Eventualmente Browne fue obligado a renunciar por un escándalo personal y no por su inhabilidad en poder mejorar los indicadores de seguridad. Bajo el nuevo liderazgo de Tony Hayward las cosas no mejoraron. En febrero de 2009, BP presenta al gobierno americano su plan de emergencia en caso que un accidente ocurriera en el Deepwater Horizon. El gobierno no se percato que el plan de emergencia BP afirmaba que estaba lista para proteger la vida silvestre en el Golfo de Méjico incluyendo morsas, nutrias y leones marinos. Nótese que ninguno de estos animales habita en el Golfo. Adicionalmente el plan también hacía referencia a un biólogo marino que había fallecido hace dos años. Es decir, la empresa había presentado el mismo plan de emergencia que había preparado años atrás para otro pozo.

Deepwater Horizon empezó su producción en febrero de 2010 y enfrentó problemas casi desde el inicio. Un correo electrónico de BP mencionó que los perforadores presentaban dificultades para “controlar el pozo”. Para el 20 de abril, Deepwater Horizon estaba retrasado seis semanas y esto le estaba costando a BP más de medio millón de dólares al día. Después del accidente un informe determinó que BP se había saltado mínimas de seguridad con el fin de perforar de la manera mas rápida posible.

Basándonos en lo anterior, el caso de BP dejó varios aprendizajes:

1. Aunque es necesario que las empresas presten atención a la Responsabilidad Social Empresarial (RSE) estas no pueden perder el enfoque en su razón de ser. En otras palabras, es recomendable que la RSE fortalezca la estrategia de una empresa y que no sea vista como una iniciativa aparte. En el caso de BP, habría que preguntarse si los recursos destinados a promover su imagen de “‘Más allá del petróleo”, hubieran sido mejor utilizados en fortalecer la seguridad de sus operaciones.

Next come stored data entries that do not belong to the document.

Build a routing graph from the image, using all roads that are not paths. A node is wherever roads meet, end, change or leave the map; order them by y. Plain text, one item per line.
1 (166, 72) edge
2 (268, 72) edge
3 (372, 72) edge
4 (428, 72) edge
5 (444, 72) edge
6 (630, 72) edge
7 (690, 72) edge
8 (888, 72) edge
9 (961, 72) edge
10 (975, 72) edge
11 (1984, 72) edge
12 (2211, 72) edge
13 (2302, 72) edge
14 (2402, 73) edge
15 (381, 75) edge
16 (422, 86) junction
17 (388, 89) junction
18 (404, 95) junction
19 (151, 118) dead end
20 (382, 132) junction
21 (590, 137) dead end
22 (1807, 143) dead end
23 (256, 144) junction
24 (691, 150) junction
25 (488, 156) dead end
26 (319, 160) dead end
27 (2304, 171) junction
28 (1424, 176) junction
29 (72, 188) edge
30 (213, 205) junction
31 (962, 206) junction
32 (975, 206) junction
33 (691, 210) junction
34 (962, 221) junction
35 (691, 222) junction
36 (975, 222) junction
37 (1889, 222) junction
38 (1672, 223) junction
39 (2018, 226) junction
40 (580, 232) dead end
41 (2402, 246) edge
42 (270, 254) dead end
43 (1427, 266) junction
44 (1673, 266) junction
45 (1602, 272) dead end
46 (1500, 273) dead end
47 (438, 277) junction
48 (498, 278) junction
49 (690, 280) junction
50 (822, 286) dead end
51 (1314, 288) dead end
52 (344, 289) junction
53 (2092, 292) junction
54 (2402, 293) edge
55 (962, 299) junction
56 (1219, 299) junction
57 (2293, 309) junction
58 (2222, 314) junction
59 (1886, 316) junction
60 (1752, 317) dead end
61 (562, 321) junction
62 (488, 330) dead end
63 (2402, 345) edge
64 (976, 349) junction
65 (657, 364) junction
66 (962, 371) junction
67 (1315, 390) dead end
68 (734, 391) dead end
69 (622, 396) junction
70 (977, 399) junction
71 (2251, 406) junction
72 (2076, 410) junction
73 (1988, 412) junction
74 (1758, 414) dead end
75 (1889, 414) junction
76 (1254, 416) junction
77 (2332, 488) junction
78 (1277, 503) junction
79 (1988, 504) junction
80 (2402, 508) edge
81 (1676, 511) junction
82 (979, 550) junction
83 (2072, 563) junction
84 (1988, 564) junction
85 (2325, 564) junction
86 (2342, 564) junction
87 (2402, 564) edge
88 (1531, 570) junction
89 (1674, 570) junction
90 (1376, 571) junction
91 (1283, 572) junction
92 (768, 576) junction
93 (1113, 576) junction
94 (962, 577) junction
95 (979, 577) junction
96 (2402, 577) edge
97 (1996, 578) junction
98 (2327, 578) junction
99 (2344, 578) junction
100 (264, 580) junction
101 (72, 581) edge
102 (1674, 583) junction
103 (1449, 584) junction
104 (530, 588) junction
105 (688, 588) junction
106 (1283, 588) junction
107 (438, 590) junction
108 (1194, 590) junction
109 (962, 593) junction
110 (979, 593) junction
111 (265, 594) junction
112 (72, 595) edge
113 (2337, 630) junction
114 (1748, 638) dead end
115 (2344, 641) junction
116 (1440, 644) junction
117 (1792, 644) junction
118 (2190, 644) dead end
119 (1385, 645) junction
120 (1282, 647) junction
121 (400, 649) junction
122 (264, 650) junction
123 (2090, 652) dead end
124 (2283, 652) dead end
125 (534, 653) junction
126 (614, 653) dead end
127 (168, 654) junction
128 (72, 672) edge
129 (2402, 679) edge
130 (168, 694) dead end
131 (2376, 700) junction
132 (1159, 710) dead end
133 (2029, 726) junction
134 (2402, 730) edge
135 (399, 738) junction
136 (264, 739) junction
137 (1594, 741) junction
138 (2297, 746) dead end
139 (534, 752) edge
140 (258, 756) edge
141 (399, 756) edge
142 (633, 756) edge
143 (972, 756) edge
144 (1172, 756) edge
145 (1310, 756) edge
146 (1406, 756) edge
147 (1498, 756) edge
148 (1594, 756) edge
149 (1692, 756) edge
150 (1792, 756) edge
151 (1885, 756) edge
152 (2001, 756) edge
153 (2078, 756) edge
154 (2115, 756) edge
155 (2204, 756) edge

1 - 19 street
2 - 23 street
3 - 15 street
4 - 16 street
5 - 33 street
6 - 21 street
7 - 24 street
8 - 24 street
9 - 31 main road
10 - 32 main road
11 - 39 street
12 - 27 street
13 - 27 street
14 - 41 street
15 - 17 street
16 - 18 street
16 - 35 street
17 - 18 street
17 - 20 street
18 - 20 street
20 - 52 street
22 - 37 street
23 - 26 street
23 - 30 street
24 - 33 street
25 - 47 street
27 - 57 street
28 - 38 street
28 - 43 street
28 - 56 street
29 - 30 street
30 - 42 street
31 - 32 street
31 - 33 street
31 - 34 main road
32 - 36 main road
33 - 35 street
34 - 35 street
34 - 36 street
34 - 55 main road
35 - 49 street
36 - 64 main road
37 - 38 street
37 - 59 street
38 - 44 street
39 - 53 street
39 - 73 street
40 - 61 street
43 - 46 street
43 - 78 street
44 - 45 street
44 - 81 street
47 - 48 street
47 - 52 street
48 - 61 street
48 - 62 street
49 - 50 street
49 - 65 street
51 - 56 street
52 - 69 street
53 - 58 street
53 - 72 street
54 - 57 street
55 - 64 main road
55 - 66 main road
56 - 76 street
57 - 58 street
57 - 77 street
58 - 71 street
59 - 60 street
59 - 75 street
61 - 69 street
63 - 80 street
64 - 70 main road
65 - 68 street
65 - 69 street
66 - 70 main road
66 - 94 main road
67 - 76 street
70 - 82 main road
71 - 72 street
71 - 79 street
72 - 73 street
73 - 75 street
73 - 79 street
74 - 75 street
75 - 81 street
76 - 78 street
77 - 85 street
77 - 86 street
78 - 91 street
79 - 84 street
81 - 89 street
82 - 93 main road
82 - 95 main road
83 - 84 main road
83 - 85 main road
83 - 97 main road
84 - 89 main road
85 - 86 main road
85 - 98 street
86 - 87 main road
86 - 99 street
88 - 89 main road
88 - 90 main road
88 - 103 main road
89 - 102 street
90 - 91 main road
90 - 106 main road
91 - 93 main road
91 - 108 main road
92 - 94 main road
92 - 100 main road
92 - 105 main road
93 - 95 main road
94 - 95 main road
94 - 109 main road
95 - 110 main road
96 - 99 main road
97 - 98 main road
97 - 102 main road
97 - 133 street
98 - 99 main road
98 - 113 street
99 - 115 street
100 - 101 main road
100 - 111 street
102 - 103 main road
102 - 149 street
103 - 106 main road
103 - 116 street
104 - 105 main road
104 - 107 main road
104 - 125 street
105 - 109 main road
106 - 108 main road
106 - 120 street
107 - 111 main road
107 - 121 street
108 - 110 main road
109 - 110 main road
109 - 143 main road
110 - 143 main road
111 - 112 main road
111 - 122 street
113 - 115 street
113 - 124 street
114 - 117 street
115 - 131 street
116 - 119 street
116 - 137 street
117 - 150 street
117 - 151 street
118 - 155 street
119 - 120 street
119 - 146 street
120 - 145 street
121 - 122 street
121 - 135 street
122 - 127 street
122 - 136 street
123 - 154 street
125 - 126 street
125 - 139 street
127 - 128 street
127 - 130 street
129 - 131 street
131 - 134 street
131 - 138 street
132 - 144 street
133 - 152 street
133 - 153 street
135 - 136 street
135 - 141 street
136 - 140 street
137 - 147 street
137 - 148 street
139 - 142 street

2. Entender la RSE como un ejercicio de reputación o de imagen puede resultar en un juego peligroso. Tarde o temprano los activistas utilizarán esto en contra de la empresa.

3. La RSE no es un sustituto del gobierno. De hecho, el gobierno tiene un rol importante como regulador y las empresas deben cumplir con las normas. No se pueden hablar de RSE hasta que se cumplan con los mínimos legales exigidos por el gobierno local y nacional. En el caso que la legislación sea débil, la empresa debe de ir más allá de lo requerido. Aunque la legislación de Estados Unidos no exigía la instalación de una válvula de seguridad, esta válvula de 500.000 dólares hubiera podido evitar el derrame y ahorrarle a BP cerca de 50 mil millones de dólares que causo su irresponsabilidad.